— Activity —
For this exercise, report every line of the material that includes "edges".

— Data for analysis —
#####
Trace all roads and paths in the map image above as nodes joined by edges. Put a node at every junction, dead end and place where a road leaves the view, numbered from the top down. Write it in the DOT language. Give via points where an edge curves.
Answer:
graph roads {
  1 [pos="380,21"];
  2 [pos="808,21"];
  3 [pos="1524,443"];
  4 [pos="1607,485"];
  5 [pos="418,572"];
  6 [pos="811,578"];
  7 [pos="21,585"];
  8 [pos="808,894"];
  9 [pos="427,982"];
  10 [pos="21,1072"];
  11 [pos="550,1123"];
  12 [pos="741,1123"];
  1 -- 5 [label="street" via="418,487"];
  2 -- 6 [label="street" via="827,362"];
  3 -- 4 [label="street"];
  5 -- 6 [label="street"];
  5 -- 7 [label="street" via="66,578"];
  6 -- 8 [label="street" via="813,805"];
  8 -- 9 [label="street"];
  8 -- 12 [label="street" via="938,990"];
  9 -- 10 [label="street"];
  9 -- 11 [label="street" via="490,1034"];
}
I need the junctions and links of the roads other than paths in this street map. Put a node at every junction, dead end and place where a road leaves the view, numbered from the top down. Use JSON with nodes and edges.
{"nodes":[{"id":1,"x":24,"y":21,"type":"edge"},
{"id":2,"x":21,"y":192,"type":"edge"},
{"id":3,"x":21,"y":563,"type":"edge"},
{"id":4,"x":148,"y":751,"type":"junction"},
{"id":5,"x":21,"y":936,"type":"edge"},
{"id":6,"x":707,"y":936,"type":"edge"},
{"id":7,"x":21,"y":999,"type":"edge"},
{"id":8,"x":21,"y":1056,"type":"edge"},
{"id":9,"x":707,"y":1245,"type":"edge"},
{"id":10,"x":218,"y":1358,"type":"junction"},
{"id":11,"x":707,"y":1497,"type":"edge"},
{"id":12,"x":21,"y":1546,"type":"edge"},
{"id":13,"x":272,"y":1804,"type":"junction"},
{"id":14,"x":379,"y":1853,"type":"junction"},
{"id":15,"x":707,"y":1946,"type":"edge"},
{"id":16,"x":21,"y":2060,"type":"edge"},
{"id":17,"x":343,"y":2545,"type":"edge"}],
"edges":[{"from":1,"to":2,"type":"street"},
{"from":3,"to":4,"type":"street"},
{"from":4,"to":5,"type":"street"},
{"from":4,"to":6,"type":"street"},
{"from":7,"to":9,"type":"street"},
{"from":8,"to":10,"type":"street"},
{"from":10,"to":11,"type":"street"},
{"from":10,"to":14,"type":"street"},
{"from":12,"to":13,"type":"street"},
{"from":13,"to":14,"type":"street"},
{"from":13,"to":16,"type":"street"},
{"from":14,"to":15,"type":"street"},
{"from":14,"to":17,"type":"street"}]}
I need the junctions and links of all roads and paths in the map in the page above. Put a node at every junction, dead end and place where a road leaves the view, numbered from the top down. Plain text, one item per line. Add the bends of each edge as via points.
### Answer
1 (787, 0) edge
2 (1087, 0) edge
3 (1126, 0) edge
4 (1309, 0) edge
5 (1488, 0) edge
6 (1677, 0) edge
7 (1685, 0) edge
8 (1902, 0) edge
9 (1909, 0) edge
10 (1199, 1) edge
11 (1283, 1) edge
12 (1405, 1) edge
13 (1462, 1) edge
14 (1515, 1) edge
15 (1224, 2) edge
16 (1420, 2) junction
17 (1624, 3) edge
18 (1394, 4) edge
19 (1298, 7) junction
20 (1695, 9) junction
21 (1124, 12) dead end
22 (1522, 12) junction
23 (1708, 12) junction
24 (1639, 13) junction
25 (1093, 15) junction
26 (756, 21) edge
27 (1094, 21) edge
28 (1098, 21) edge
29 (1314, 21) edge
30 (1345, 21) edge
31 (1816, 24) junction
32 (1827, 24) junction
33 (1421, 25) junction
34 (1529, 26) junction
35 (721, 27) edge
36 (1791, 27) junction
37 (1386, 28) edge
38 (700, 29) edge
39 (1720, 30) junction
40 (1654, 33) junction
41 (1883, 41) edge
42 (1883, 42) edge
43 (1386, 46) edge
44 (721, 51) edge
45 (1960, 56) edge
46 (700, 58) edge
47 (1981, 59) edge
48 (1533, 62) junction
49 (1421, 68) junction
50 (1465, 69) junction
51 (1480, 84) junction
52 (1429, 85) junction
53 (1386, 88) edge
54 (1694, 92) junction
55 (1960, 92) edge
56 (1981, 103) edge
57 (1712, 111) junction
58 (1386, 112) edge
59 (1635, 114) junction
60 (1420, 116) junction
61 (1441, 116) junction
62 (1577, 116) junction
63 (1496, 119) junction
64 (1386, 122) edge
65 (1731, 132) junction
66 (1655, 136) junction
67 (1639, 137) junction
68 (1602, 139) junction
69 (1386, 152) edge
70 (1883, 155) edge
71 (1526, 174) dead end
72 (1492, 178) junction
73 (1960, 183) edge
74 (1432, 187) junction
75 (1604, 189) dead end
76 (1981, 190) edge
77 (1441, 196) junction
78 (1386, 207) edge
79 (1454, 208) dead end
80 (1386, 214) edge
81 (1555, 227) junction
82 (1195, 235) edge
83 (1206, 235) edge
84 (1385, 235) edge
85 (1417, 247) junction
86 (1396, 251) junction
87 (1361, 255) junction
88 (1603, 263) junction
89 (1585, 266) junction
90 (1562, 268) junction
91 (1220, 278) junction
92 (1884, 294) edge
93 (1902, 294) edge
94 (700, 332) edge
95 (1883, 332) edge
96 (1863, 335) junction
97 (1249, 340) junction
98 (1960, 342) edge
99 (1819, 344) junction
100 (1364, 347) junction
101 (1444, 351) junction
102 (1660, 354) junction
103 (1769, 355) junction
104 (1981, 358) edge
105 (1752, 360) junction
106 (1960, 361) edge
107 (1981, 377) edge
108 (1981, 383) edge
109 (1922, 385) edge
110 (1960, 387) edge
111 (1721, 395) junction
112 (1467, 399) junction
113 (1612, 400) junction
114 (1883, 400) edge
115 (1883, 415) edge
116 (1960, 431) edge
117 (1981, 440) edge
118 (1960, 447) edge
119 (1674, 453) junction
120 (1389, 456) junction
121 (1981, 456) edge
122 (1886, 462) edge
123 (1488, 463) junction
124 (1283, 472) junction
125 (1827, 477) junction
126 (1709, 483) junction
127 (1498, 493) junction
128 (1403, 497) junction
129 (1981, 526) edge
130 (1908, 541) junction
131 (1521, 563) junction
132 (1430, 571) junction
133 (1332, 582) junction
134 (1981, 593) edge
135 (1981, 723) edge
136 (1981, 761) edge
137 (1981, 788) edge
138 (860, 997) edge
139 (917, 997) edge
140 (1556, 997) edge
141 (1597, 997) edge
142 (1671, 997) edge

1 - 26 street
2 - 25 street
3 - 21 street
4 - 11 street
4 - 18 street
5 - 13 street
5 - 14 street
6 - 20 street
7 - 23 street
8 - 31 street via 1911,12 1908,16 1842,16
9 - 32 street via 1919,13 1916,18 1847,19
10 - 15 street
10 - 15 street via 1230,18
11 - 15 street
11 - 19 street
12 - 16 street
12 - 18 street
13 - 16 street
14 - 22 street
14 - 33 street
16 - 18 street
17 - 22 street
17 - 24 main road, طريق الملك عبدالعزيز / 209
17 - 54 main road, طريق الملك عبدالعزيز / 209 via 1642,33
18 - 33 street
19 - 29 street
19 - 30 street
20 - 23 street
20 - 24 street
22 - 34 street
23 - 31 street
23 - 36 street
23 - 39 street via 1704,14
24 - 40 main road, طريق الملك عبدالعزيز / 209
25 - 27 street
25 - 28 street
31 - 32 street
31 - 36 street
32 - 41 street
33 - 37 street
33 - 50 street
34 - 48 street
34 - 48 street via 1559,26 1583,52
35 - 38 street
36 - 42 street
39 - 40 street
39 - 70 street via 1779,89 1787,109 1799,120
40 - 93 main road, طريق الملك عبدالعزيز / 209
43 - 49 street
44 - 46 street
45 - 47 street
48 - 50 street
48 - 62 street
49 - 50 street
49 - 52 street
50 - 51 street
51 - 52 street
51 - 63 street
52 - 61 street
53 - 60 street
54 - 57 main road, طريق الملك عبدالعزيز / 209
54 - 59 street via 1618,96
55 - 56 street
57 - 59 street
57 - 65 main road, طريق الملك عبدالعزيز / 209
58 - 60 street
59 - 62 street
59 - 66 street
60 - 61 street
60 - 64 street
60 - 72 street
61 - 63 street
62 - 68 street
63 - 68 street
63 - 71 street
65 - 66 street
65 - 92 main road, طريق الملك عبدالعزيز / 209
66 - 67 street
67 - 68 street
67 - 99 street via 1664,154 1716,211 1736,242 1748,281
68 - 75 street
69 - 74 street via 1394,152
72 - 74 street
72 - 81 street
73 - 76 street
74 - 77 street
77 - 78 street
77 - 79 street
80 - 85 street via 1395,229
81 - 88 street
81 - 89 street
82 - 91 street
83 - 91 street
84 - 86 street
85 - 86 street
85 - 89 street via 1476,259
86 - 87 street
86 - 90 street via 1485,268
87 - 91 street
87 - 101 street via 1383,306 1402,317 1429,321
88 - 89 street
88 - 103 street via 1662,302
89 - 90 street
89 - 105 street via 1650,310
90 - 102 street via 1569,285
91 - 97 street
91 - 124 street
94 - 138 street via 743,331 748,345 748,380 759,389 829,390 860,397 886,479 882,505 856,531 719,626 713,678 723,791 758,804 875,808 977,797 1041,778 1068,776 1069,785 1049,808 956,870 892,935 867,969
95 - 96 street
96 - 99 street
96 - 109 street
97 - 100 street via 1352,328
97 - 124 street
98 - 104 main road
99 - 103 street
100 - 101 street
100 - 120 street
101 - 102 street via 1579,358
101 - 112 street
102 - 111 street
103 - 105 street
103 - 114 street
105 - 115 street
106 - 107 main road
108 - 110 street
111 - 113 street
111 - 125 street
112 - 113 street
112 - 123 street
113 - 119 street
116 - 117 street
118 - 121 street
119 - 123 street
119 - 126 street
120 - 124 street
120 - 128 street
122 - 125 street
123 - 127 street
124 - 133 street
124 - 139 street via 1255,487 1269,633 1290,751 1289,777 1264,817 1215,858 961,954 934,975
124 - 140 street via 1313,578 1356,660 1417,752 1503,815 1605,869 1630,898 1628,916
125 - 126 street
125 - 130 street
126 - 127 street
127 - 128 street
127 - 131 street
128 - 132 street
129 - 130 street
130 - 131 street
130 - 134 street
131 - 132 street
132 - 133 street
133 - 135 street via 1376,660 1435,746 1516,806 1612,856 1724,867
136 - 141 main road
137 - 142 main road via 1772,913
#####
— Exercise answer —
Trace all roads and paths in the map image above as nodes joined by edges. Put a node at every junction, dead end and place where a road leaves the view, numbered from the top down. Write it in the DOT language. Give via points where an edge curves.
I need the junctions and links of the roads other than paths in this street map. Put a node at every junction, dead end and place where a road leaves the view, numbered from the top down. Use JSON with nodes and edges.
"edges":[{"from":1,"to":2,"type":"street"},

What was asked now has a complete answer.